翻訳家デビューは、40代が無難かも

翻訳家デビューは、40代が無難かも

翻訳は若い人に向いていない仕事です。

何故なら、翻訳では語学力以上に表現力と教養が大事だからです。

検定や入試で測定できる「語学力」は、暗記がメインなので若い人の方が高いスコアを取りやすいかもしれません。

しかし、検定や試験で測れる語学力と、メッセージを理解するコミュニケーション力と読みやすい訳文を書く表現力は別次元です。

前者は定量的、後者は定性的なスキルです。

翻訳家に必要なスキルという話になると「高度な語学力」ばかりにスポットライトが当てられがちですが、実際はちょっと違います。

「語学力」が大切であることは間違いありませんが、翻訳において「語学力」以上に重要となるのは、原文の読解力と訳文の記述力(表現力)です

これが、まともな収入を翻訳で得ることは若い人には難しいのでは、とDr. 会社員が考えている理由です。

因みに、「まともな収入」とは、納税後に手元に残る金額が最低300万円あたりをベンチマークに考えています。

現在の日本人の平均的な生活水準を考えたら、この位ではないでしょうか。


翻訳には業界経験と人生経験が必要

翻訳には業界経験と人生経験が必要

翻訳家デビューを果たした後スムーズに収入が得られる人のほとんどは、何らかの業界で十分な知識を既に吸収しているはずです。

若過ぎる段階で翻訳業だけに集中すると、語学以外の知識や教養を吸収する機会を逃します。

Dr. 会社員は自分が実際にサラリーマンとして働いていた業界(と、それに関連して大学院で学んだ内容)に関係する日→英案件ばかりを受注しています。

もちろん、新卒でいきなり翻訳業を始めたわけではありません。

業界の知識と英語の記述力両方を身に付けるのに、日本で学士号を取得してから10年以上かけています。

語学ができるだけの人が訳した文章の多くは、原文の文法が訳文に忠実に再現されているだけで、訳文だけを読むと意味が分かりません

翻訳には業界経験だけでなく、人生経験も必要です。

読み手に伝わる文章を書く力は、読み書きを通したコミュニケーションを通して見に付きます。

和訳でも英訳でも、プロフェッショナルとは程遠い言い回しを度々見かけます。

加齢が表現力の向上に直接結びつくわけではありませんが、歳を重ねるにつれコミュニケーションの経験値は上がっていくことが多いので、それに伴って表現が洗練されていくのが一般的な傾向です。

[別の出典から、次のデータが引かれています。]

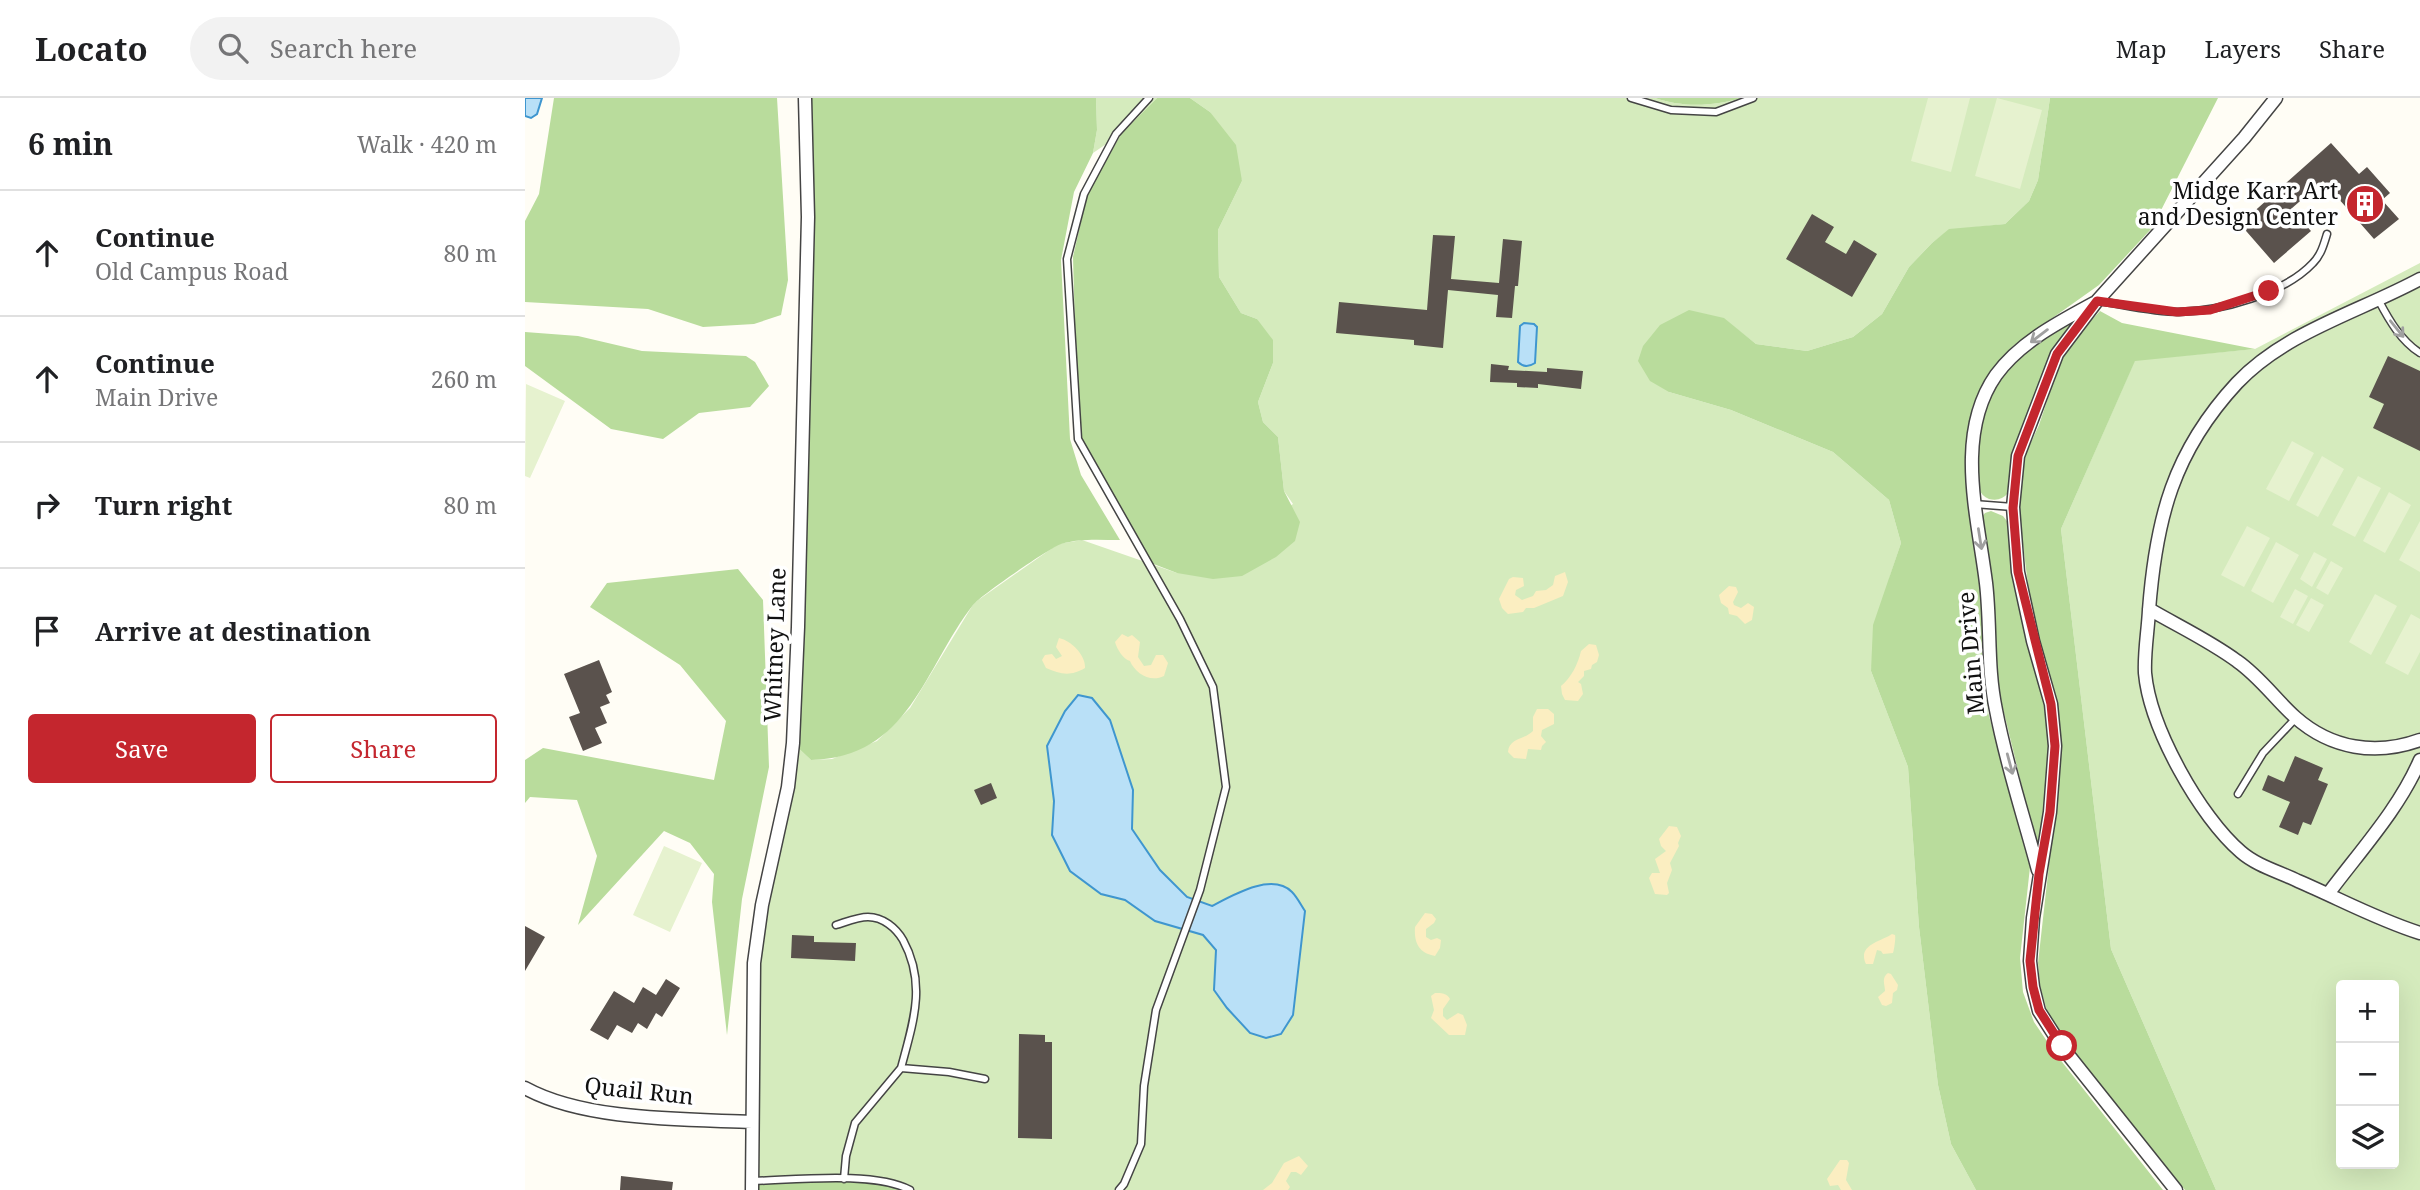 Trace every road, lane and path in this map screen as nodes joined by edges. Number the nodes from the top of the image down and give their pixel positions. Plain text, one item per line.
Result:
1 (805, 98) edge
2 (1149, 98) edge
3 (1631, 98) edge
4 (1753, 98) edge
5 (2276, 98) edge
6 (2327, 234) dead end
7 (2420, 279) edge
8 (2097, 301) junction
9 (2379, 301) junction
10 (2420, 353) edge
11 (1974, 504) junction
12 (2013, 508) junction
13 (2149, 609) junction
14 (2296, 718) junction
15 (2420, 740) edge
16 (2420, 760) edge
17 (2238, 794) dead end
18 (2039, 874) junction
19 (2328, 894) junction
20 (836, 925) dead end
21 (2420, 933) edge
22 (901, 1068) junction
23 (985, 1079) dead end
24 (525, 1088) edge
25 (752, 1122) junction
26 (843, 1179) junction
27 (753, 1185) edge
28 (910, 1190) edge
29 (1119, 1190) edge
30 (2176, 1190) edge

1 - 25 street, Whitney Lane
2 - 29 lane
3 - 4 lane
5 - 8 street, Main Drive
6 - 8 lane
7 - 9 street
8 -> 11 street, Main Drive
8 - 12 street, Main Drive
9 -> 10 lane
9 - 13 street
11 - 12 lane
11 -> 18 street, Main Drive
12 - 18 street, Main Drive
13 - 14 street
13 - 19 street
14 - 15 street
14 - 17 lane
16 - 19 street
18 - 30 street
19 - 21 street
20 - 22 lane
22 - 23 lane
22 - 26 lane
24 - 25 street, Quail Run
25 - 27 street, Whitney Lane
26 - 27 lane
26 - 28 lane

日々の生活で聞いたり読んだりする様々な表現の微妙なニュアンスに意識を向け、自分でも実際に使ってみることが、表現力アップのコツです。


メディアの情報は話半分でいい

メディアの情報は話半分でいい

日本のメディアでは何故か、翻訳家は出版、エンターテインメント業界で主に活躍しているというイメージが強調されています。

しかし実際に翻訳で収入を得ている人のほとんどは、エンタメ系ではありません。

もっと地味です。

翻訳=映画、小説、ドラマなどのエンターテインメント・出版業界という図式は、メディアが作った虚構です。

字幕や小説の翻訳は、翻訳業界の中ではかなり特殊な分野です。

この分野の翻訳家になりたい人は、翻訳スキル以上に人脈作りに力を入れた方が良いかもしれません。

この人脈作りも、若い人にはなかなか難しそうです。

もしくは、翻訳家になる前に作家デビューした方が、最初から翻訳家として仕事を探すより小説や映画字幕の案件をゲットしやすい気がします。

文筆家となることで、出版・メディア業界と繋がりができるかもしれないので。


まとめ

まとめ

今回の投稿では、翻訳家デビューは40代が無難では、とDr. 会社員が考えている理由を説明しました。

40代というのは、あくまでもDr. 会社員の主観なので、もう少し若い人でも翻訳家として十分活躍できる人はいると思います。

とにかく、若過ぎる段階で翻訳業に集中しすぎると、「検定で測れる語学力以外にセールスポイントがないが翻訳家になりたい人」となってしまう可能性があることは否めません。

翻訳業には複合的な知識やスキルが必要なので、一見遠回りでも語学以外の分野も併せてじっくり修行を積むのが、結果的には最短コースかもしれません。